What you will do: Nothing should be left out: output all of the entries exactly.

Collected data entries
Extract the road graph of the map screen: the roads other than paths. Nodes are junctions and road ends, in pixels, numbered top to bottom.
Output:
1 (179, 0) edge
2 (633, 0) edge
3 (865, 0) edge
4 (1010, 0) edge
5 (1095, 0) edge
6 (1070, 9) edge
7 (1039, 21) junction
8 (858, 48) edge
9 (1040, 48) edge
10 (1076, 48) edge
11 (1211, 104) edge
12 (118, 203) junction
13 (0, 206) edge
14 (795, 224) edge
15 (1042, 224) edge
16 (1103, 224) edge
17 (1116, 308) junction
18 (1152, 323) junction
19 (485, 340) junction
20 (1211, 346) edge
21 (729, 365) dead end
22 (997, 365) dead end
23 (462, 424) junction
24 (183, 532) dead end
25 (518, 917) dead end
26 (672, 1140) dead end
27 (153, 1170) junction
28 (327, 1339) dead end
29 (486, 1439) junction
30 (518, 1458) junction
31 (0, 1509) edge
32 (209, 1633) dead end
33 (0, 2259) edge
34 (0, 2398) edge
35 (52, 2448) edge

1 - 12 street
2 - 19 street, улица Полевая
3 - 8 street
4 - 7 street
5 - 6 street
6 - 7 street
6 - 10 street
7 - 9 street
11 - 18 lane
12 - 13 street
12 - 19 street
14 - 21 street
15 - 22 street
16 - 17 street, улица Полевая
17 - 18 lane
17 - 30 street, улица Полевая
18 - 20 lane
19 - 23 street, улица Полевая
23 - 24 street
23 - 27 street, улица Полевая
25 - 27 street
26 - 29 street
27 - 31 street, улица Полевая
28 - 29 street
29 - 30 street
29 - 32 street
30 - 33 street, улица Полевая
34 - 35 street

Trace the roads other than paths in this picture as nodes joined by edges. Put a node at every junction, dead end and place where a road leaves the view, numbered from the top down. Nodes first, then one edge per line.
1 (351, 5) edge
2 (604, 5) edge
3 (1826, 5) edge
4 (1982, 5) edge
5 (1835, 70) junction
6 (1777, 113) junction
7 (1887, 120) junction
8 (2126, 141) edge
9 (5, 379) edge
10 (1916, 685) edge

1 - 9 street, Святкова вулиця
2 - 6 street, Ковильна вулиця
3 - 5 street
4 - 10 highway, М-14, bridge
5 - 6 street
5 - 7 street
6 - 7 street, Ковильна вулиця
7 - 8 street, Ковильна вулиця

Solution:
Extract the road graph of the map screen: the roads other than paths. Nodes are junctions and road ends, in pixels, numbered top to bottom.
Output:
1 (179, 0) edge
2 (633, 0) edge
3 (865, 0) edge
4 (1010, 0) edge
5 (1095, 0) edge
6 (1070, 9) edge
7 (1039, 21) junction
8 (858, 48) edge
9 (1040, 48) edge
10 (1076, 48) edge
11 (1211, 104) edge
12 (118, 203) junction
13 (0, 206) edge
14 (795, 224) edge
15 (1042, 224) edge
16 (1103, 224) edge
17 (1116, 308) junction
18 (1152, 323) junction
19 (485, 340) junction
20 (1211, 346) edge
21 (729, 365) dead end
22 (997, 365) dead end
23 (462, 424) junction
24 (183, 532) dead end
25 (518, 917) dead end
26 (672, 1140) dead end
27 (153, 1170) junction
28 (327, 1339) dead end
29 (486, 1439) junction
30 (518, 1458) junction
31 (0, 1509) edge
32 (209, 1633) dead end
33 (0, 2259) edge
34 (0, 2398) edge
35 (52, 2448) edge

1 - 12 street
2 - 19 street, улица Полевая
3 - 8 street
4 - 7 street
5 - 6 street
6 - 7 street
6 - 10 street
7 - 9 street
11 - 18 lane
12 - 13 street
12 - 19 street
14 - 21 street
15 - 22 street
16 - 17 street, улица Полевая
17 - 18 lane
17 - 30 street, улица Полевая
18 - 20 lane
19 - 23 street, улица Полевая
23 - 24 street
23 - 27 street, улица Полевая
25 - 27 street
26 - 29 street
27 - 31 street, улица Полевая
28 - 29 street
29 - 30 street
29 - 32 street
30 - 33 street, улица Полевая
34 - 35 street

Trace the roads other than paths in this picture as nodes joined by edges. Put a node at every junction, dead end and place where a road leaves the view, numbered from the top down. Nodes first, then one edge per line.
1 (351, 5) edge
2 (604, 5) edge
3 (1826, 5) edge
4 (1982, 5) edge
5 (1835, 70) junction
6 (1777, 113) junction
7 (1887, 120) junction
8 (2126, 141) edge
9 (5, 379) edge
10 (1916, 685) edge

1 - 9 street, Святкова вулиця
2 - 6 street, Ковильна вулиця
3 - 5 street
4 - 10 highway, М-14, bridge
5 - 6 street
5 - 7 street
6 - 7 street, Ковильна вулиця
7 - 8 street, Ковильна вулиця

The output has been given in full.